Given the potential complexity of this task, we have also considered an alternative approach to quantify the benefits of deep learning in SLAM — compare deep learning to traditional methods for monocular visual odometry. This would involve implementing a traditional SIFT-based pose estimation for visual odometry and compare this performance to using a deep learning model resembling DeepVO. Time permitting, we could integrate both these pose estimation steps into respective SLAM systems and compare the results.

This project will not only deepen our understanding of deep learning applications in robotics but also provide insights into how spatial and temporal context can improve depth estimation and localization. Both of us had a deep interest in doing something with computer vision for our final project. As this was a shared interest we wanted to challenge ourselves and do something beyond image classification.

## Research Questions and Hypotheses
**Potential Questions:**
- How does the integration of pose estimation and loop closure in a full SLAM pipeline improve the accuracy of depth estimation compared to a baseline MonoDepth2 model?
- What are the differences in performance when evaluating per-frame depth accuracy, overall camera trajectory (pose estimation), and global map consistency?
- How does Monocular Visual Odometry using Deep Learning (like DeepVO) compare to a more traditional feature-based approach with SIFT?

**Hypotheses:**
- The full SLAM system will produce more accurate depth maps (lower RMSE and absolute relative error) than MonoDepth2 by leveraging multi-frame information.
- The SLAM system will demonstrate significantly improved camera localization (measured by Absolute Trajectory Error and Relative Pose Error) compared to using a single-frame depth estimation model.
- The global 3D map generated by the SLAM pipeline will exhibit higher consistency and reduced drift compared to the baseline depth predictions from MonoDepth2.
- DeepVO will produce more flexible and robust relative trajectory estimations.

## Methods
**Baseline Model – MonoDepth2:**
- Implement an existing MonoDepth2 network using PyTorch to predict per-frame dense depth maps.
- Train the model on publicly available datasets (KITTI) and evaluate using standard depth metrics such as RMSE, Absolute Relative Error, and threshold accuracy.

**Full SLAM Pipeline:**
- **Pose Estimation Module:** Develop a CNN+LSTM-based visual odometry model to estimate relative camera motion between frames.
- **Loop Closure Detection:** Integrate a deep learning module to detect revisited areas and trigger map optimization.
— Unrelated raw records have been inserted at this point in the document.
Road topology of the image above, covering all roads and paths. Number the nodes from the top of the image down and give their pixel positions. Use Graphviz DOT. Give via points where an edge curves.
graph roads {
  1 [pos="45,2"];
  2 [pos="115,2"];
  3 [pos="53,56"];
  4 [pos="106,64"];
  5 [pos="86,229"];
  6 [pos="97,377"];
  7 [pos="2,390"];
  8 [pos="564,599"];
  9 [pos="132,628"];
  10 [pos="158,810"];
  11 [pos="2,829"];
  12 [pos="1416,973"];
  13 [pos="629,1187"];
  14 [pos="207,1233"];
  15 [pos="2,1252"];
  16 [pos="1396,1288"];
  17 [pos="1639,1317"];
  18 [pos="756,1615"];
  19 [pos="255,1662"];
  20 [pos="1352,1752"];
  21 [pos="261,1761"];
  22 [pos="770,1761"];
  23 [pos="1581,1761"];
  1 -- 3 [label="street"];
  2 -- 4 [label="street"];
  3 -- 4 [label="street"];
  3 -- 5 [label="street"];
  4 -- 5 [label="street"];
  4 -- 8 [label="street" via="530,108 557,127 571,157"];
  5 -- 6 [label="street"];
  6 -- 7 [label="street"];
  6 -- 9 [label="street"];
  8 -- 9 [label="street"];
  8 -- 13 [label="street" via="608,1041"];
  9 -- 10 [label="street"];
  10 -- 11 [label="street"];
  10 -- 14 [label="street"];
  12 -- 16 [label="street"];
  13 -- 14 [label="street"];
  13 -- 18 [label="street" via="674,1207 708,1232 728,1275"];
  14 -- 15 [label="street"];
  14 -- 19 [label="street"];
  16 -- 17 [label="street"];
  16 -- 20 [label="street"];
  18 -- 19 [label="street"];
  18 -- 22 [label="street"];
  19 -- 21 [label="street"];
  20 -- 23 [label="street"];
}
Or suppliment with a premade one such as NetVLAD
- **Mapping Module:** Fuse per-frame depth predictions with pose estimates to build a global 3D map. Apply bundle adjustment techniques to refine both the camera trajectory and the map.

**Evaluation:**
- Compare per-frame depth outputs from both systems using standard metrics.
- Evaluate SLAM’s pose accuracy using Absolute Trajectory Error (ATE) and Relative Pose Error (RPE).
- Assess global map quality via qualitative visualization and cloud alignment metrics.

**Data & Code Sources:**
- Use datasets like KITTI or TUM RGB-D.
- Use or adapt open-source code for MonoDepth2, visual odometry, and loop closure.

## Division of Work
- **Trevor Chartier:**
  - Set up project repository and environment.
  - Lead MonoDepth2 baseline implementation.
  - Develop visual odometry modules.
  - Implement pose evaluation metrics.

- **Max McLaurin:**
  - Implement loop closure and mapping modules.
  - Integrate global map construction.
  - Integrate all modules and handle synchronization.
  - Manage experiment comparisons and documentation.

## Possible Results
- The full SLAM pipeline is expected to produce lower depth errors compared to MonoDepth2 through the use of additional pose and temporal information.
- SLAM should demonstrate better camera trajectory accuracy (lower ATE and RPE).
- The 3D map from SLAM will be more coherent and less prone to drift.

## Timeline
**Sprint1 1 (Setup & Data Preparation):**
   - Project setup, data download, and preprocessing.

**Sprint 2 (Baseline Implementation):**
   - MonoDepth2 model training and evaluation.

**Sprint 3 (SLAM Module Development):**
   - Visual odometry and loop closure integration.

**Sprint 4 (Integration & Evaluation):**
   - Final integration, testing, evaluation, and result visualization.